**What you have to do**
Filter the entries that follow, copying every line in which the word "Sudarso" appears.

**Source data**
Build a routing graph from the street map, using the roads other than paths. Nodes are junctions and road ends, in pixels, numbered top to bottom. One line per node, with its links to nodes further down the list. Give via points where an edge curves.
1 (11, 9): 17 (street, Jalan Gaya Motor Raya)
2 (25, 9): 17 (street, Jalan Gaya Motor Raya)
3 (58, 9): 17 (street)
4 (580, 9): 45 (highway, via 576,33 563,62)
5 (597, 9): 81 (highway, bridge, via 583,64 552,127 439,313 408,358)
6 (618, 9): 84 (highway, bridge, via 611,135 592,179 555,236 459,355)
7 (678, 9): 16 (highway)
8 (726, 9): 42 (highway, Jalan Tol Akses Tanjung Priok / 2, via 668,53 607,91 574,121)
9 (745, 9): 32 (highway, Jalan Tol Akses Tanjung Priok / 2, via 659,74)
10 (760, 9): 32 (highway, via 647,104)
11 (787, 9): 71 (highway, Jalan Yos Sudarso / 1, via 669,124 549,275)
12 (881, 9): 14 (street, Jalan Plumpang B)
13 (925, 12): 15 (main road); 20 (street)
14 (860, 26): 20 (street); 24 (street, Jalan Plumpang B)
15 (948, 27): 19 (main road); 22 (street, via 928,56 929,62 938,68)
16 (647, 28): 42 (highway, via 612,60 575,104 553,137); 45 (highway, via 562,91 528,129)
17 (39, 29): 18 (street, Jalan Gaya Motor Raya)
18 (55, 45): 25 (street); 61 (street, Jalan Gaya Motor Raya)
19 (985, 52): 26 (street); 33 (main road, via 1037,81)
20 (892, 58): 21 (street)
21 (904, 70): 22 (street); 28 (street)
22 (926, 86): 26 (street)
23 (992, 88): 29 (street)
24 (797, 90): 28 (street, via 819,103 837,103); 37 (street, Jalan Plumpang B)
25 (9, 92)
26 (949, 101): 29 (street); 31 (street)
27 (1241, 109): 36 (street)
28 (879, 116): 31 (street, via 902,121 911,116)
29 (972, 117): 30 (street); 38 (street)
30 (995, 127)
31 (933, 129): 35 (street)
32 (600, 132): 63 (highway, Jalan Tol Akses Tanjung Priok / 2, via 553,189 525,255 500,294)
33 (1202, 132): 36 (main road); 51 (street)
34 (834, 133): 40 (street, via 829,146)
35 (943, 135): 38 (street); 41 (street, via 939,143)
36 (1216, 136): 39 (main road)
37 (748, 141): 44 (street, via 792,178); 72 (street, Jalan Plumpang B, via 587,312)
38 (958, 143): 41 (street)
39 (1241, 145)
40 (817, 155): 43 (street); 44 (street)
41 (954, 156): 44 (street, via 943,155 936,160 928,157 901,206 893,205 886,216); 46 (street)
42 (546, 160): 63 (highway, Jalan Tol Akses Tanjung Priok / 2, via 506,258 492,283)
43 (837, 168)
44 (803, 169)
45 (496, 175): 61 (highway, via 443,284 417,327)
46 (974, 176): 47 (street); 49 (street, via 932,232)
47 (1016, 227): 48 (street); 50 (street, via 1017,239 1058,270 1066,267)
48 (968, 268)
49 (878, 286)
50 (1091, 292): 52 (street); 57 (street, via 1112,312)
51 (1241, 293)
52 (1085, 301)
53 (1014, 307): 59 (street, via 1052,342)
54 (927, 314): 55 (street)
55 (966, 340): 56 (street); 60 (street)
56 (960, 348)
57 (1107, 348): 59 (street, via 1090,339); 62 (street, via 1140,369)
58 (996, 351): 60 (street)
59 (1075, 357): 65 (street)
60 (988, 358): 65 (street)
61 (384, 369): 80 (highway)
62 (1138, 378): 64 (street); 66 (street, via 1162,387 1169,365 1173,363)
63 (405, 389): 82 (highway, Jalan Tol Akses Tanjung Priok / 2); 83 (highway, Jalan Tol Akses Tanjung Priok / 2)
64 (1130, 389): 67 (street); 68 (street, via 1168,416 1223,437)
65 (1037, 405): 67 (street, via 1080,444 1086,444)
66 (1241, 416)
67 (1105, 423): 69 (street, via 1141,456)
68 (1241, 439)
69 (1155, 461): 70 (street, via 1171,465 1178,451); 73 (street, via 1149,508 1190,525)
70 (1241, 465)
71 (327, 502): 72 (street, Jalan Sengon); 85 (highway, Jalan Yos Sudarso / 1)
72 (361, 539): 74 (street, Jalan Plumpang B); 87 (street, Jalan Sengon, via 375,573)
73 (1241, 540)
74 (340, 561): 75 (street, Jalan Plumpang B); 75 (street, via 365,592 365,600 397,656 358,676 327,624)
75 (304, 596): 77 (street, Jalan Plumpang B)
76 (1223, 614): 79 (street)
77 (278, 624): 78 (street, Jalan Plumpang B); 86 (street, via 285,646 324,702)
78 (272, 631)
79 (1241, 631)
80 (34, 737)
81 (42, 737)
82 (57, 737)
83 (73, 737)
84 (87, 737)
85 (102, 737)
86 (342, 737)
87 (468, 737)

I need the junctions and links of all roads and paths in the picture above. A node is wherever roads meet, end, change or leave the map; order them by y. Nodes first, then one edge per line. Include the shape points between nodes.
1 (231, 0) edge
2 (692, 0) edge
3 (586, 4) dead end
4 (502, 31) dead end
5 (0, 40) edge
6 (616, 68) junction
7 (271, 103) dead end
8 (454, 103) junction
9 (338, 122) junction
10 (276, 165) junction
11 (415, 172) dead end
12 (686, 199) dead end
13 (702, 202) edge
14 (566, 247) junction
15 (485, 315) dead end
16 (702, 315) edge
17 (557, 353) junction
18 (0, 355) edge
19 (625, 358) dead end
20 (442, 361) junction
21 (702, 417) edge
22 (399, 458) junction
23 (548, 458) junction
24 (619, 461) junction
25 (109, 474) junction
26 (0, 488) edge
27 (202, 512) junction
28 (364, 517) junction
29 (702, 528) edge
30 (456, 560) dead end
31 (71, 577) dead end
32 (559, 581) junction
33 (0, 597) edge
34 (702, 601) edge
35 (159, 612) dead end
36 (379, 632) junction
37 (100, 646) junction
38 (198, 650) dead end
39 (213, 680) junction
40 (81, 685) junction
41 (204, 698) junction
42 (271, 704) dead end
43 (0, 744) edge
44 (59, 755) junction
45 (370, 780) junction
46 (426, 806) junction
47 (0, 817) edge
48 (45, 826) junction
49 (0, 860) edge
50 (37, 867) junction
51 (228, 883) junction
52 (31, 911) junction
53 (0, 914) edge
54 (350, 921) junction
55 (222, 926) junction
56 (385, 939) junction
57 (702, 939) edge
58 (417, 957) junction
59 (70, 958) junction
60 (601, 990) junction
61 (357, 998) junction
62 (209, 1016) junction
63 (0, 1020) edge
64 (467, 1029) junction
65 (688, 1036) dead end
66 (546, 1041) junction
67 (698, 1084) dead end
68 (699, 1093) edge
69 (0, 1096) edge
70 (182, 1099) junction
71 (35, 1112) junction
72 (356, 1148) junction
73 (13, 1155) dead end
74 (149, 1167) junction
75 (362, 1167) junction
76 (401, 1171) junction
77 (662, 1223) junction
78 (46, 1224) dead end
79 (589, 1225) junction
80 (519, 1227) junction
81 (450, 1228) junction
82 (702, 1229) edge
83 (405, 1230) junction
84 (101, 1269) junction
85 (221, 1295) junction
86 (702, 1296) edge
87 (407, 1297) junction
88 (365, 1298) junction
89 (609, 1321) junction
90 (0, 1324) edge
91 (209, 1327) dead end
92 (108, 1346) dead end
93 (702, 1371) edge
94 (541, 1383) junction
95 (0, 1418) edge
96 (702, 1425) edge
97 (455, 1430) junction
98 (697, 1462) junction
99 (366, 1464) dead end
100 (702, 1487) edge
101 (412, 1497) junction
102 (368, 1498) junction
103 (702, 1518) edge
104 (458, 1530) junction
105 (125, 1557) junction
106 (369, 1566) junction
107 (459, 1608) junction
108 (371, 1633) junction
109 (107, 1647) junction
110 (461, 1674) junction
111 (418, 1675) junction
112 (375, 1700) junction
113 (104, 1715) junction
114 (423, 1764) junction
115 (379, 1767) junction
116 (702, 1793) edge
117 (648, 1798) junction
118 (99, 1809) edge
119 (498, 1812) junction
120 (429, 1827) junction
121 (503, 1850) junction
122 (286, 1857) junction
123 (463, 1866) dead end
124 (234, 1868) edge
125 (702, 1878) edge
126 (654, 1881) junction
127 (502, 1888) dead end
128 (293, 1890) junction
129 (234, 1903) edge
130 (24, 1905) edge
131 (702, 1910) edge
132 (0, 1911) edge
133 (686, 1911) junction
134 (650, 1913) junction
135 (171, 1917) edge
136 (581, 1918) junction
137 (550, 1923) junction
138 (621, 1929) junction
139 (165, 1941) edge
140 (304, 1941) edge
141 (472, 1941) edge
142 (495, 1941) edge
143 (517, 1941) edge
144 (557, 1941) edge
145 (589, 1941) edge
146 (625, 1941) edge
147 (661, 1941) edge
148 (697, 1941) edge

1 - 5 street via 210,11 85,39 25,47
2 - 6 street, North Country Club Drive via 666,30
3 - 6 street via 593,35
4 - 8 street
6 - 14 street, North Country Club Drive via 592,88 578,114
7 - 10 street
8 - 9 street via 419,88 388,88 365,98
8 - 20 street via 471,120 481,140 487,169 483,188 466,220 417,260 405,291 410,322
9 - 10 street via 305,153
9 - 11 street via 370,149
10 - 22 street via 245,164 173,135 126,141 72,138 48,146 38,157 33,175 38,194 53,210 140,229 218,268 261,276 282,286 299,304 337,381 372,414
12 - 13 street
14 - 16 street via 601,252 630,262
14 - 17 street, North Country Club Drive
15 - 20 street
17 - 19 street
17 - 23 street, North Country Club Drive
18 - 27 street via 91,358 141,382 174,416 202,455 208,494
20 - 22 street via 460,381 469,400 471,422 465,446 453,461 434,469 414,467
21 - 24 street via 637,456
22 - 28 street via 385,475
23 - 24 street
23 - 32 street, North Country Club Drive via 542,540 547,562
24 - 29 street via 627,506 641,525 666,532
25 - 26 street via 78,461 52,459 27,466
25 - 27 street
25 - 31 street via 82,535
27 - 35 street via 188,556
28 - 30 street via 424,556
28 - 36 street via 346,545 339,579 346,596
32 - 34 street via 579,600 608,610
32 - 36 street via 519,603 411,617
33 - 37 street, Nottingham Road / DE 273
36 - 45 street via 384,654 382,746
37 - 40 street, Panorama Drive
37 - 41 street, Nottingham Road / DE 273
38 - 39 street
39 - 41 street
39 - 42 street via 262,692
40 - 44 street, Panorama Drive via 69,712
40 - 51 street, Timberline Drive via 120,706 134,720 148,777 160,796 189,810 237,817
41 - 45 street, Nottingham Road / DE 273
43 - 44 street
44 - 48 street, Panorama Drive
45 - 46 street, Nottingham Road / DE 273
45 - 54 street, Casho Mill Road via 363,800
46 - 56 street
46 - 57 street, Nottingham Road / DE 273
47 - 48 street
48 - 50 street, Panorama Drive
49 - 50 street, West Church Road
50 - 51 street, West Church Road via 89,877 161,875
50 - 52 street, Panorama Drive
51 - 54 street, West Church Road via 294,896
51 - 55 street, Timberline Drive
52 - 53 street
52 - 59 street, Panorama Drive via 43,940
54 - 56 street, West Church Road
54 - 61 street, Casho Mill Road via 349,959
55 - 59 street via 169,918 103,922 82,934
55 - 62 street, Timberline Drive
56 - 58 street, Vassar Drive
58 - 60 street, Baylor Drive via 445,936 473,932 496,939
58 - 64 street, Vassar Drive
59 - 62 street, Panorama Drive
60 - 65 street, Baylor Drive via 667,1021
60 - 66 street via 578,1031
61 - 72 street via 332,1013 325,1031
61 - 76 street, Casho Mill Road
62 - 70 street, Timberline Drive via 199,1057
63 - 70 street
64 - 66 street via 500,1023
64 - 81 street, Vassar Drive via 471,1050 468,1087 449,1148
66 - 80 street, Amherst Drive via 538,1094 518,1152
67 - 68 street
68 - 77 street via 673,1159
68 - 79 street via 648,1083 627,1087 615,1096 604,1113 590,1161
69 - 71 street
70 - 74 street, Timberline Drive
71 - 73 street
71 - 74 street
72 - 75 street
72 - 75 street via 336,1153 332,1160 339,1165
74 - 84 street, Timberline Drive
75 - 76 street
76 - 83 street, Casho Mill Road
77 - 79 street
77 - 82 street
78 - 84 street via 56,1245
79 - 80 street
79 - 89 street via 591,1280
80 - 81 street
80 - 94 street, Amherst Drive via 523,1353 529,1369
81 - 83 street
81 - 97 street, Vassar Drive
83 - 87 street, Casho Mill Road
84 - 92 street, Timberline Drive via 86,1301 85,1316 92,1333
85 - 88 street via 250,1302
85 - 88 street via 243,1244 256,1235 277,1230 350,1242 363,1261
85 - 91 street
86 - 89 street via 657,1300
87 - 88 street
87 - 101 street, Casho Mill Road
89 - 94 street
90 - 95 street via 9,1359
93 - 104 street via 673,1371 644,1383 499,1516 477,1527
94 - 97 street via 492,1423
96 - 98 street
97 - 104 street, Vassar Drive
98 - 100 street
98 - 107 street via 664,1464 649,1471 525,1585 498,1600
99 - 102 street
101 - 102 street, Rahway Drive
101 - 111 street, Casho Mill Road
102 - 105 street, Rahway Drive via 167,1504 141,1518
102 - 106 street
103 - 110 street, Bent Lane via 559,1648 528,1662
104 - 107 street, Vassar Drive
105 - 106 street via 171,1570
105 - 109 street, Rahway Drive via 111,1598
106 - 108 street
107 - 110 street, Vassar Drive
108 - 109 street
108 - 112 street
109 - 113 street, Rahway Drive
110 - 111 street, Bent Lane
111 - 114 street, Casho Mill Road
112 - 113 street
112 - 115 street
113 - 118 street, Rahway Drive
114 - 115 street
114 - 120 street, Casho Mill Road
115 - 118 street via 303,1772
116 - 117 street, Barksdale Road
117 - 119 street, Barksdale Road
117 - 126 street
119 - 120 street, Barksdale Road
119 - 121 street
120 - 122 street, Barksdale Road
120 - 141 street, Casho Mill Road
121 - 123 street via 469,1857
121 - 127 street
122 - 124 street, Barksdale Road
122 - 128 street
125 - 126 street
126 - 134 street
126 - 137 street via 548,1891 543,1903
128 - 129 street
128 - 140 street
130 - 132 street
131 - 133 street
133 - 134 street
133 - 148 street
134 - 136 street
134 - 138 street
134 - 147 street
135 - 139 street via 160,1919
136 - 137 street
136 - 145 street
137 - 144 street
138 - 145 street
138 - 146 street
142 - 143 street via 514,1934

**Result of the exercise**
11 (787, 9): 71 (highway, Jalan Yos Sudarso / 1, via 669,124 549,275)
71 (327, 502): 72 (street, Jalan Sengon); 85 (highway, Jalan Yos Sudarso / 1)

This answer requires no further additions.